To do :: Find the word "points" in the listing, and copy out each line where it turns up.

Information supplied ::
----

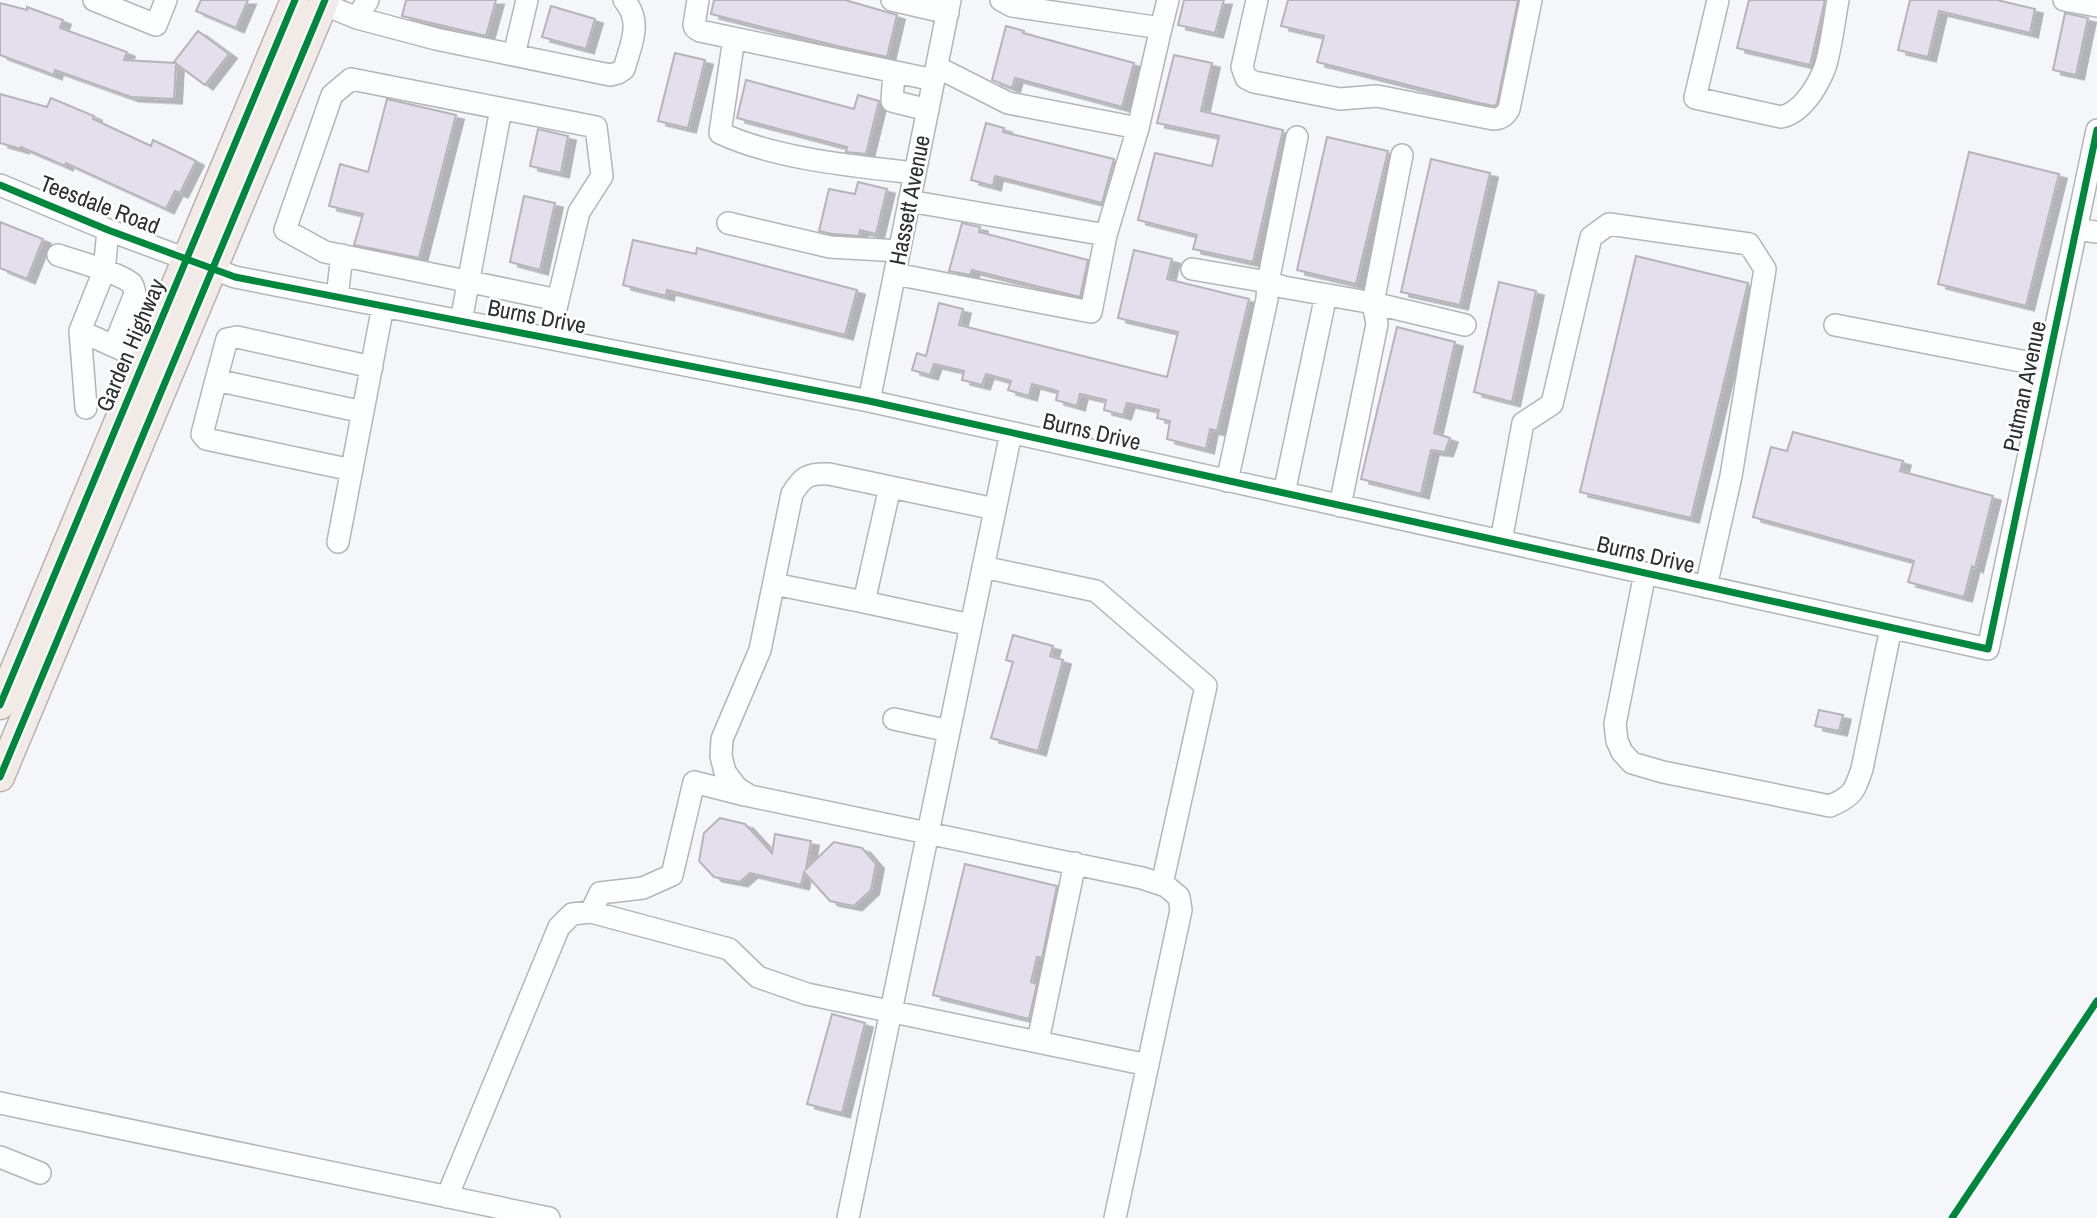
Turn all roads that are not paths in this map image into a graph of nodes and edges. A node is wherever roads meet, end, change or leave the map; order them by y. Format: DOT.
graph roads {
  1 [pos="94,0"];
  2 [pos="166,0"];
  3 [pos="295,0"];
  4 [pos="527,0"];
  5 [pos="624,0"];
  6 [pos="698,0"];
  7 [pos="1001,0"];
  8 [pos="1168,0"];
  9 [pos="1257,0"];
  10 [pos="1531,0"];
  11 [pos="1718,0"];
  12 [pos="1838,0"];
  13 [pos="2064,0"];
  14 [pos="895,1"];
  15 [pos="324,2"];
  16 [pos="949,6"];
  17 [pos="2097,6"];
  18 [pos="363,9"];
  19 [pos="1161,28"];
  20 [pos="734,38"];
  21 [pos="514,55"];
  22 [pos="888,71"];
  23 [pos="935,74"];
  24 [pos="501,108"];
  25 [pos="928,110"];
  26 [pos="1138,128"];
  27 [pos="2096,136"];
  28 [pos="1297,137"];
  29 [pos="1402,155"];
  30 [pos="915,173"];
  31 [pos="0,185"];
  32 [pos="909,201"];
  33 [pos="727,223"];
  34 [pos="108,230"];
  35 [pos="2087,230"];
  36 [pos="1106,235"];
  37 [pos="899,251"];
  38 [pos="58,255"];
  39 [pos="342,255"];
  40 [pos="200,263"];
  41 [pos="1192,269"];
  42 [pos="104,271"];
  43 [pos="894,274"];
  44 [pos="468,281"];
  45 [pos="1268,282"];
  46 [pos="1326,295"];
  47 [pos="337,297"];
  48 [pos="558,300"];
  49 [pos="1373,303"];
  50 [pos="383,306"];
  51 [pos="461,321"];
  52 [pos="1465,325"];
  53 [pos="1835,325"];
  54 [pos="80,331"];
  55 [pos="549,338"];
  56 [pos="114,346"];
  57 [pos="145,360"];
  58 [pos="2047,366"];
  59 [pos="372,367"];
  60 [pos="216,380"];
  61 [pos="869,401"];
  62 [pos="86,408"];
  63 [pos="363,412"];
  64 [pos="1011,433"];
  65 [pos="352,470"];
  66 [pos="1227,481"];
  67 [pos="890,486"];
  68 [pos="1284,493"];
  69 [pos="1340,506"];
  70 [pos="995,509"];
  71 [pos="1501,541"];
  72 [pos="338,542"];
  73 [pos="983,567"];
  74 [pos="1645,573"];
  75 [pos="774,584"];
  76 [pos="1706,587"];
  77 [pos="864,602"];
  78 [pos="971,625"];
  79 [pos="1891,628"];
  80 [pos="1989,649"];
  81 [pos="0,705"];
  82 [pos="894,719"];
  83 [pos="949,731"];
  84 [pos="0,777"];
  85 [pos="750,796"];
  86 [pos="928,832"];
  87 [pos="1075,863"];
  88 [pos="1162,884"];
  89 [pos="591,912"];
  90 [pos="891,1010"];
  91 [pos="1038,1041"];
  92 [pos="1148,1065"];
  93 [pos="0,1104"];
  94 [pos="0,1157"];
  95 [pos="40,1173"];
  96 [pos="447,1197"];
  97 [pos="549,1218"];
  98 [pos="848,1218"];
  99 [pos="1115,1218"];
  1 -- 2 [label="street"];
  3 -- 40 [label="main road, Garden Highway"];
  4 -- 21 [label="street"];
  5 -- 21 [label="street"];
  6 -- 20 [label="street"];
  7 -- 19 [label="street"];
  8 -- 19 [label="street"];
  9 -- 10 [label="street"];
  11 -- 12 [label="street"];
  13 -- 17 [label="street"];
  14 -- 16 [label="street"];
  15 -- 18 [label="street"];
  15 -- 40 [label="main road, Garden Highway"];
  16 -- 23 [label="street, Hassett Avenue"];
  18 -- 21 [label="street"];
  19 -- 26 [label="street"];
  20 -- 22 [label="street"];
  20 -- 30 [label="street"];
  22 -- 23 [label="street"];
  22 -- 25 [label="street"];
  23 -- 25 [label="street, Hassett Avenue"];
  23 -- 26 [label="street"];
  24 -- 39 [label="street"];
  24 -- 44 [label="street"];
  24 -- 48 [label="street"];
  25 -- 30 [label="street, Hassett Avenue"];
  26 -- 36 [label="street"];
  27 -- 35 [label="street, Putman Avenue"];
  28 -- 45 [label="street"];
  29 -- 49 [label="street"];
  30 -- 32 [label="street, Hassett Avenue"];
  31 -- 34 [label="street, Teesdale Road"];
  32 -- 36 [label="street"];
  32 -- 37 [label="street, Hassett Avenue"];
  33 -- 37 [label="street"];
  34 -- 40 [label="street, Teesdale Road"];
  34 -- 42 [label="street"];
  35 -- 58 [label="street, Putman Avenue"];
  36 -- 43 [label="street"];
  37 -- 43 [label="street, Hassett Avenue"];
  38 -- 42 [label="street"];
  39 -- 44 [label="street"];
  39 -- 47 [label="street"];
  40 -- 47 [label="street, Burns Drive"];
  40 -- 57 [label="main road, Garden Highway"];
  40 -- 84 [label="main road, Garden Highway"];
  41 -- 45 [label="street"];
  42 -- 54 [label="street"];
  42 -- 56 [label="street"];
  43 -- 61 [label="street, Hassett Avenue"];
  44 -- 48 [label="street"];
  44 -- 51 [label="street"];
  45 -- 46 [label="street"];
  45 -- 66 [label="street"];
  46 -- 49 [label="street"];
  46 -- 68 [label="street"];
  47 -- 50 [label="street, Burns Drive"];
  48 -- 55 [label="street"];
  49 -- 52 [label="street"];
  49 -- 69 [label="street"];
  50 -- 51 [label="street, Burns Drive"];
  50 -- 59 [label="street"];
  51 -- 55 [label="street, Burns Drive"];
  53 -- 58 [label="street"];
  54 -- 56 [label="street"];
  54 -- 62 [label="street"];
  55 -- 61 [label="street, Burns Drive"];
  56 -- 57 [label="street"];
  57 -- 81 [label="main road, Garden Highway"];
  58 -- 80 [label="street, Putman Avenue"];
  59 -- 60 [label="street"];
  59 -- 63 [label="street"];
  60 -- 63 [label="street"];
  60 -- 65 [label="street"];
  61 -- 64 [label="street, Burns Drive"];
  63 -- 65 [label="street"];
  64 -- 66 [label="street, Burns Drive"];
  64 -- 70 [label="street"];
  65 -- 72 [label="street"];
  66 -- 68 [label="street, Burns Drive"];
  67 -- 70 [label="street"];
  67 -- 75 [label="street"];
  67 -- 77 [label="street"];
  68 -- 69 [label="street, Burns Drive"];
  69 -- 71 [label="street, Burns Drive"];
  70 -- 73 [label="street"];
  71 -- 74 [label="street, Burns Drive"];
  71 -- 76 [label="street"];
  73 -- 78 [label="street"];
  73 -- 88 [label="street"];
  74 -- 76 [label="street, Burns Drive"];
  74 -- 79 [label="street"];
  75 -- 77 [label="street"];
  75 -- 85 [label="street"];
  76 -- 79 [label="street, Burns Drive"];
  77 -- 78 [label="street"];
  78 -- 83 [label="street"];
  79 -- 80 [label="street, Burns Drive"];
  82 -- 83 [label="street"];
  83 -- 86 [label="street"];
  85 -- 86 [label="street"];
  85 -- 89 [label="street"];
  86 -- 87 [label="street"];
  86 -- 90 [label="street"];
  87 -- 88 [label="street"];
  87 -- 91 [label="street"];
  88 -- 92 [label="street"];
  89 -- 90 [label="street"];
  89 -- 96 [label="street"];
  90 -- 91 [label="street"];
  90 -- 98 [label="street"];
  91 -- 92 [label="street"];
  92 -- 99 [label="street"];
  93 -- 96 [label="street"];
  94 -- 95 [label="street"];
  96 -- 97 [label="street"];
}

----

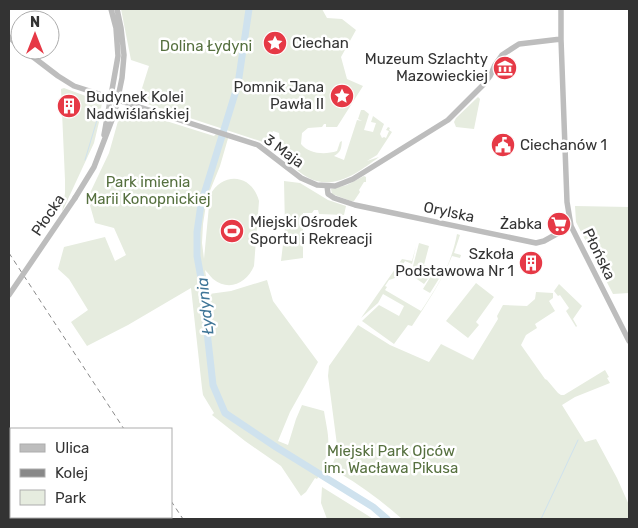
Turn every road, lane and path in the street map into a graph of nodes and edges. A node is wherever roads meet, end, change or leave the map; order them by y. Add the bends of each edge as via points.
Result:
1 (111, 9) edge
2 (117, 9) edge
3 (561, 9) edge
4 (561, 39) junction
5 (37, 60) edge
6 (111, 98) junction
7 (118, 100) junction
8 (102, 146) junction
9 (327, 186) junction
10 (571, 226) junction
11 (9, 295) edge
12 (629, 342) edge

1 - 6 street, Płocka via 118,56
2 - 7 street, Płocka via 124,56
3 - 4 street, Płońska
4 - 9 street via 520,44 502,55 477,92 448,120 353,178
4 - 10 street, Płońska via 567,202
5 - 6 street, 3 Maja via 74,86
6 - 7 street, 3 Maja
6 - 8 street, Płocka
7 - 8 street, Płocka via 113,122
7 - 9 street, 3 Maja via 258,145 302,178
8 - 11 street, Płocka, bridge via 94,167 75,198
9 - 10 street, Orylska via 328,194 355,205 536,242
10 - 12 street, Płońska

----

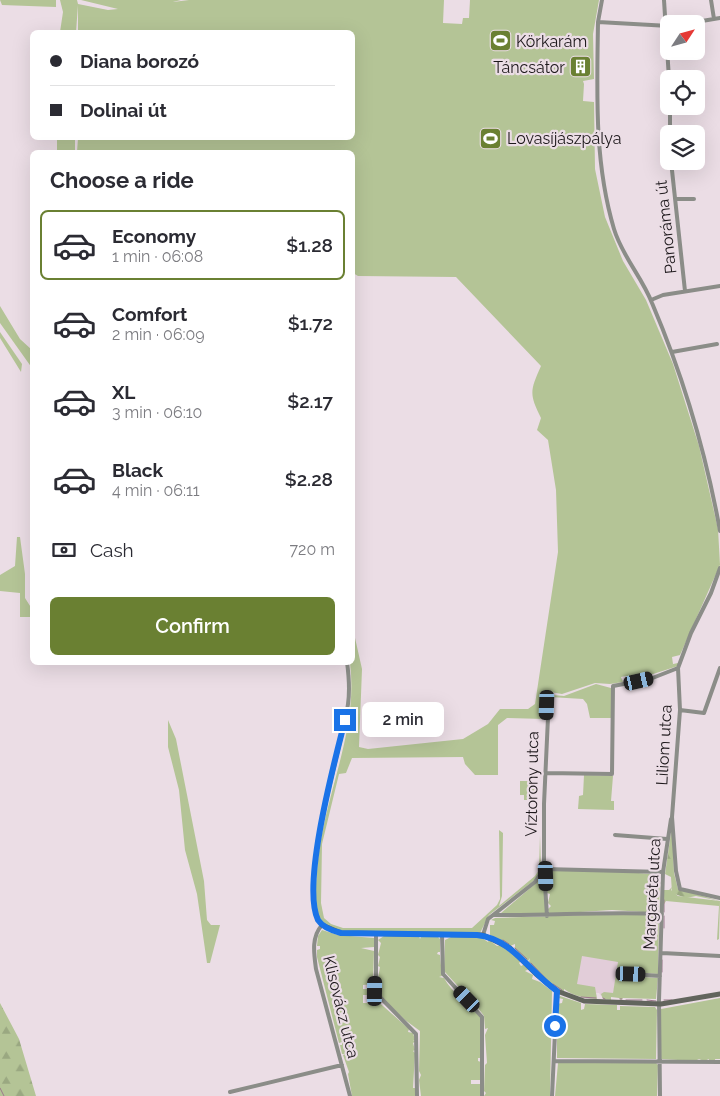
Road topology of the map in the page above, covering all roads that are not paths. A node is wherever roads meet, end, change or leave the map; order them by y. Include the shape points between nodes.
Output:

----

Task answer ::
Turn every road, lane and path in the street map into a graph of nodes and edges. A node is wherever roads meet, end, change or leave the map; order them by y. Add the bends of each edge as via points.
Road topology of the map in the page above, covering all roads that are not paths. A node is wherever roads meet, end, change or leave the map; order them by y. Include the shape points between nodes.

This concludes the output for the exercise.